Since the pictures are not wanted, reproduce only the rest of the records, exactly as given.
** DATA follows **
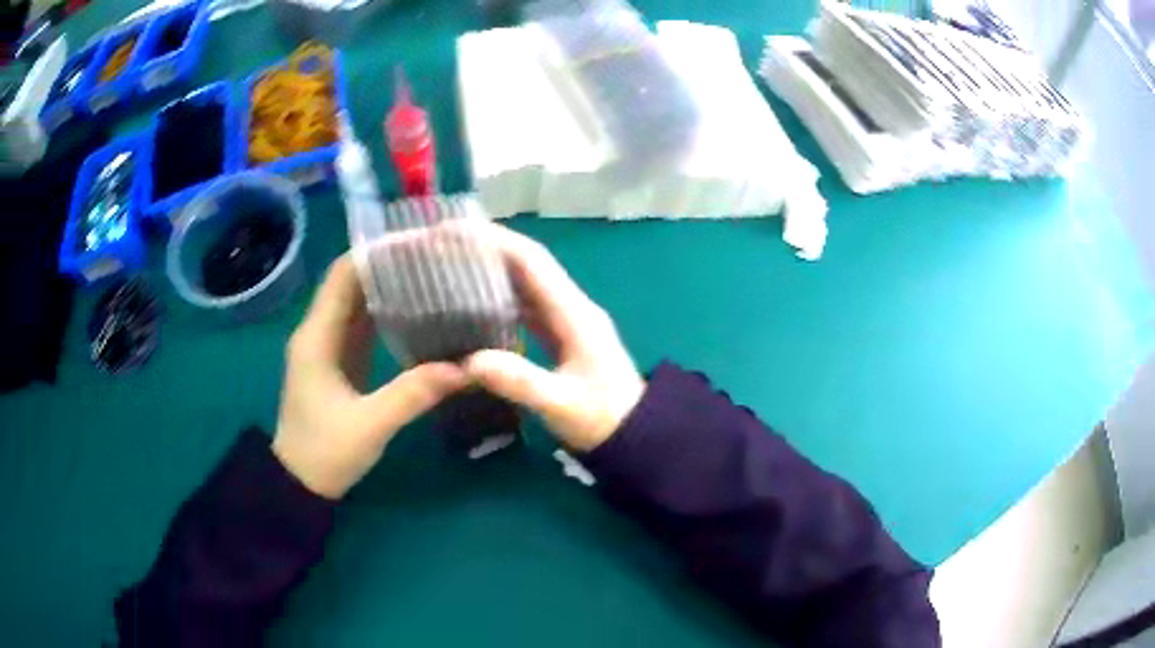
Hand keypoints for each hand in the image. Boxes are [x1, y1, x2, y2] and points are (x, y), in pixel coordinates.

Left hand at [273, 255, 467, 498]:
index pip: (342, 275)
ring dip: (389, 286)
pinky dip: (387, 312)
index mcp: (317, 337)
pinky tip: (418, 312)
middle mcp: (318, 332)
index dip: (376, 254)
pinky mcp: (338, 362)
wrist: (299, 483)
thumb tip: (466, 368)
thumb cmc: (324, 453)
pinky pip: (362, 324)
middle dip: (389, 265)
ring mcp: (327, 346)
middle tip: (435, 258)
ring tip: (432, 277)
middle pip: (351, 282)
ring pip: (357, 301)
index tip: (417, 243)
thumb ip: (414, 394)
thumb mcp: (370, 425)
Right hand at [465, 224, 644, 451]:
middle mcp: (570, 306)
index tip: (453, 232)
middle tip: (441, 246)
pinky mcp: (561, 335)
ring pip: (525, 282)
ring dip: (491, 269)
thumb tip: (469, 360)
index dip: (493, 241)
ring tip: (450, 268)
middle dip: (485, 248)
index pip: (531, 260)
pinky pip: (526, 305)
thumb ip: (521, 381)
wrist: (635, 436)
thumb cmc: (603, 420)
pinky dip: (499, 297)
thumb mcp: (562, 404)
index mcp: (574, 312)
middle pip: (526, 263)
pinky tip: (473, 305)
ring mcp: (567, 320)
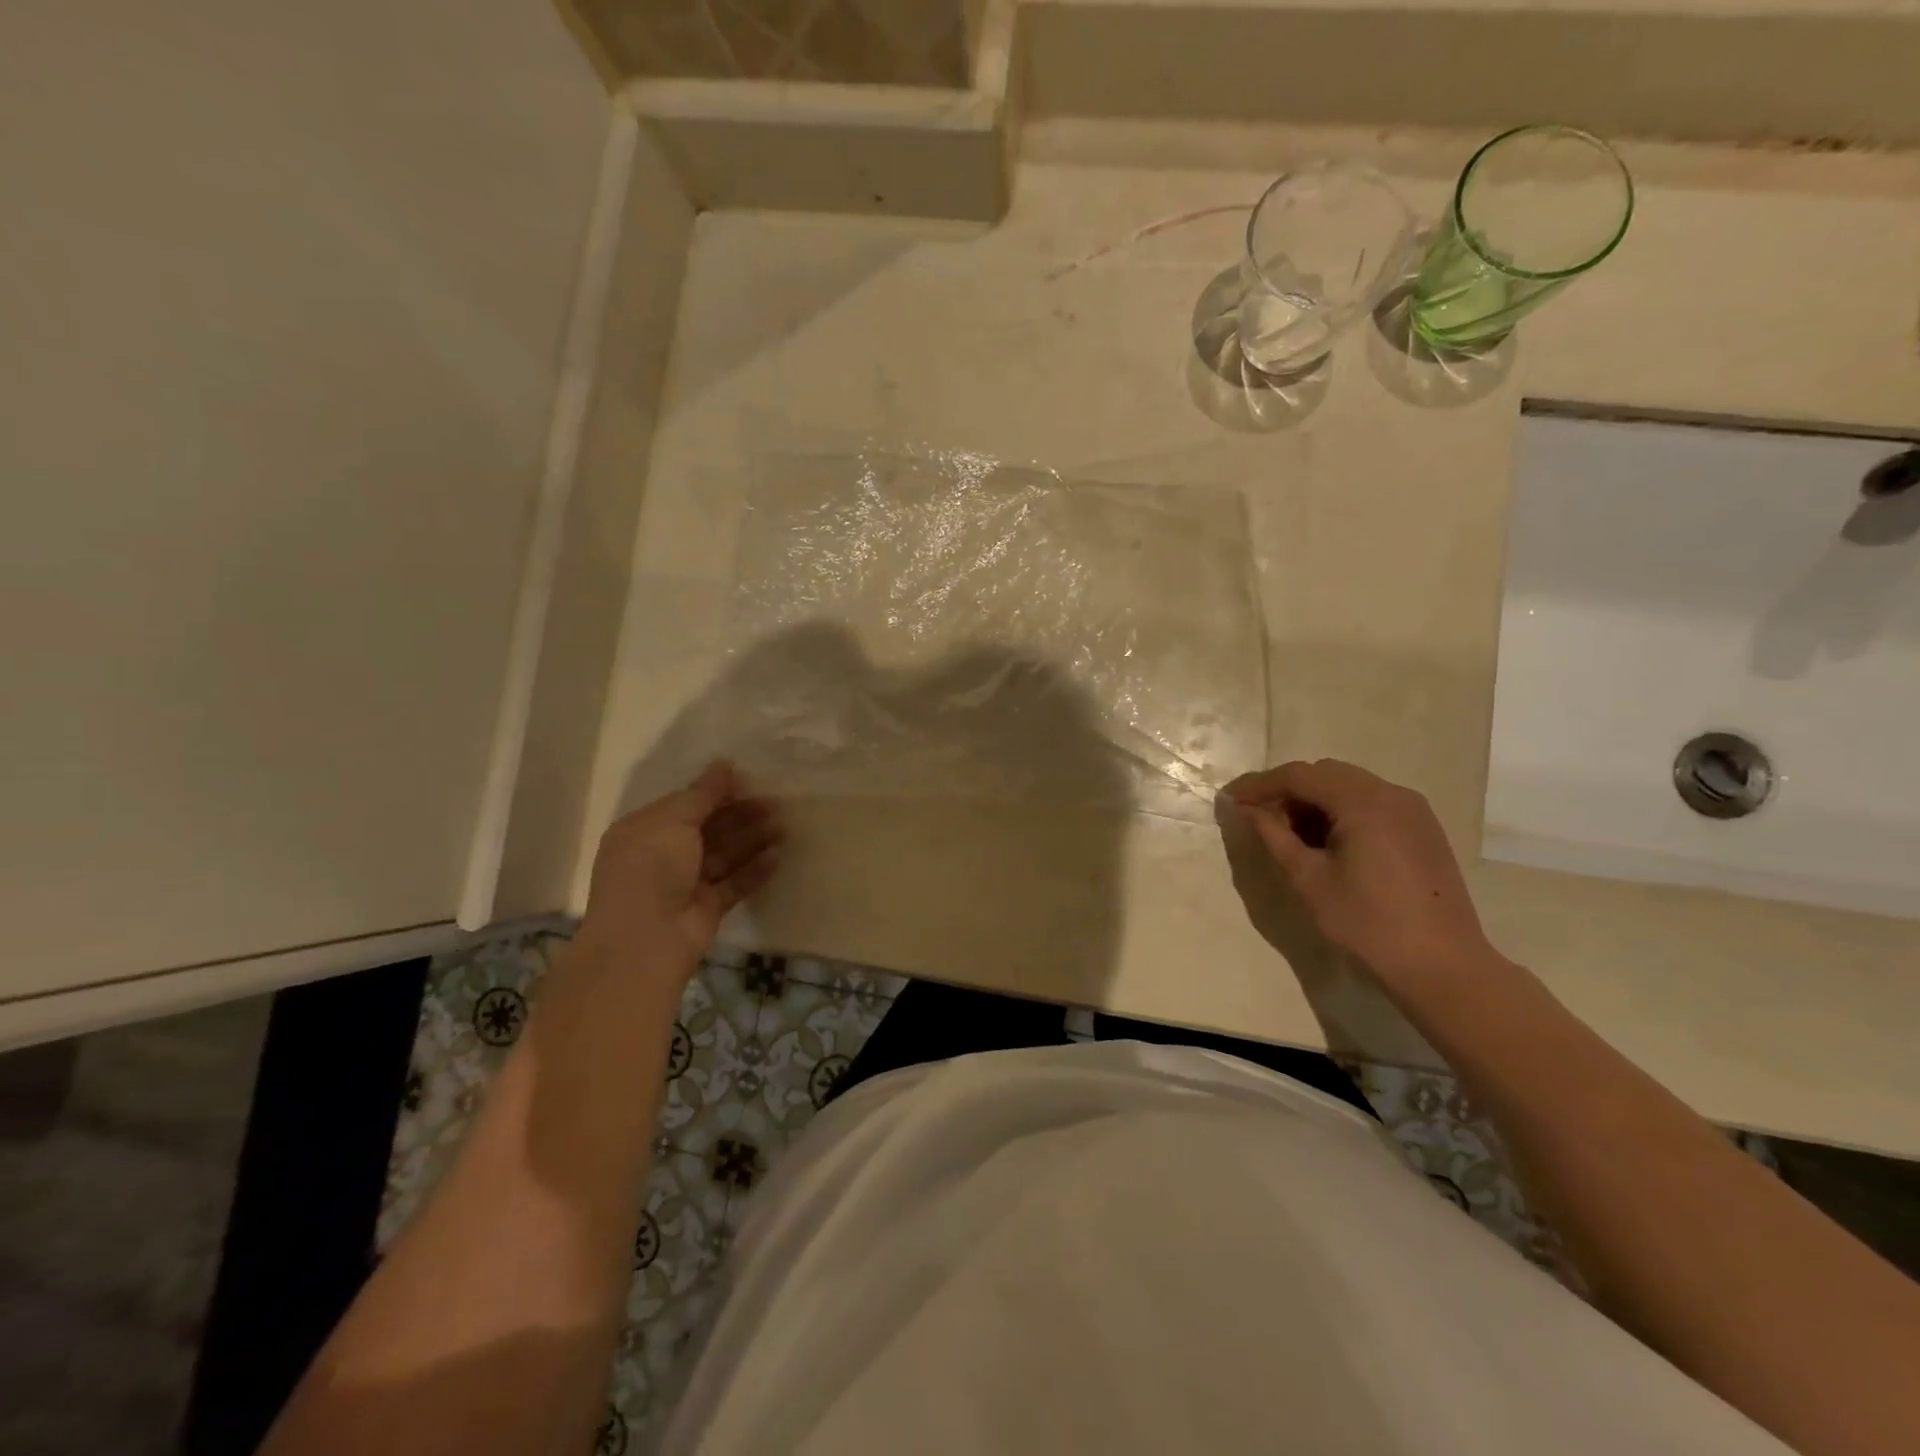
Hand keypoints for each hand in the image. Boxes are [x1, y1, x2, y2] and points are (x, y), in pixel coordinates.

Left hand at [576, 762, 783, 987]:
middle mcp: (664, 855)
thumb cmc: (650, 868)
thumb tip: (724, 764)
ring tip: (784, 825)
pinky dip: (755, 869)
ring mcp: (686, 883)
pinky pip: (734, 883)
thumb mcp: (673, 819)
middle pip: (709, 829)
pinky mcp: (707, 908)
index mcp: (646, 830)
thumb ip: (703, 793)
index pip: (687, 804)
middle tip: (776, 802)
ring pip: (725, 855)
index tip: (751, 781)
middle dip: (741, 814)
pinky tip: (778, 855)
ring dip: (753, 839)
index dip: (717, 792)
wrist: (644, 941)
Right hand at [1223, 759, 1494, 987]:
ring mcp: (1413, 810)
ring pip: (1349, 786)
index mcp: (1364, 802)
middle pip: (1325, 774)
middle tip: (1258, 818)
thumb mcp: (1309, 880)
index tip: (1230, 799)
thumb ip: (1273, 836)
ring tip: (1290, 835)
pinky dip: (1341, 812)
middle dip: (1287, 790)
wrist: (1443, 966)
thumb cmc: (1368, 924)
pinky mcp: (1422, 829)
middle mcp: (1392, 794)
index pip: (1300, 775)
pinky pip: (1371, 803)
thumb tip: (1246, 809)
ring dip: (1314, 801)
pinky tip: (1328, 843)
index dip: (1260, 784)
** End of DATA **
RESULT:
Hand keypoints for each hand in the image. Boxes are [x1, y1, x2, y2] and points are (x, y), in pixel coordinates.

Left hand at [273, 255, 467, 498]:
index pip: (342, 275)
ring dip: (389, 286)
pinky dip: (387, 312)
index mcp: (317, 337)
pinky tip: (418, 312)
middle mcp: (318, 332)
index dip: (376, 254)
pinky mcp: (338, 362)
wrist: (299, 483)
thumb tip: (466, 368)
thumb cmc: (324, 453)
pinky pip: (362, 324)
middle dip: (389, 265)
ring mcp: (327, 346)
middle tip: (435, 258)
ring tip: (432, 277)
middle pip: (351, 282)
ring pip: (357, 301)
index tip: (417, 243)
thumb ip: (414, 394)
thumb mcp: (370, 425)
Right hand at [465, 224, 644, 451]:
middle mcp: (570, 306)
index tip: (453, 232)
middle tip: (441, 246)
pinky mcp: (561, 335)
ring pip: (525, 282)
ring dip: (491, 269)
thumb tip: (469, 360)
index dip: (493, 241)
ring tip: (450, 268)
middle dip: (485, 248)
index pip: (531, 260)
pinky pip: (526, 305)
thumb ip: (521, 381)
wrist: (635, 436)
thumb cmc: (603, 420)
pinky dip: (499, 297)
thumb mcp: (562, 404)
index mcp: (574, 312)
middle pip: (526, 263)
pinky tip: (473, 305)
ring mcp: (567, 320)
Hand keypoints for each hand in the image. Boxes are [x1, y1, x2, y2] and points are (x, y), in pixel coordinates.

Left hand at [576, 762, 783, 987]:
middle mcp: (664, 855)
thumb cmc: (650, 868)
thumb tip: (724, 764)
ring tip: (784, 825)
pinky dip: (755, 869)
ring mcp: (686, 883)
pinky pip: (734, 883)
thumb mcp: (673, 819)
middle pip: (709, 829)
pinky mcp: (707, 908)
index mcp: (646, 830)
thumb ip: (703, 793)
index pip: (687, 804)
middle tip: (776, 802)
ring pip: (725, 855)
index tip: (751, 781)
middle dip: (741, 814)
pinky tip: (778, 855)
ring dip: (753, 839)
index dip: (717, 792)
wrist: (644, 941)
Right hand at [1223, 759, 1494, 987]:
ring mcp: (1413, 810)
ring pip: (1349, 786)
index mcp: (1364, 802)
middle pip: (1325, 774)
middle tip: (1258, 818)
thumb mcp: (1309, 880)
index tip: (1230, 799)
thumb ip: (1273, 836)
ring tip: (1290, 835)
pinky dip: (1341, 812)
middle dip: (1287, 790)
wrist: (1443, 966)
thumb cmc: (1368, 924)
pinky mcp: (1422, 829)
middle mcp: (1392, 794)
index pip: (1300, 775)
pinky pip: (1371, 803)
thumb tip: (1246, 809)
ring dip: (1314, 801)
pinky tip: (1328, 843)
index dip: (1260, 784)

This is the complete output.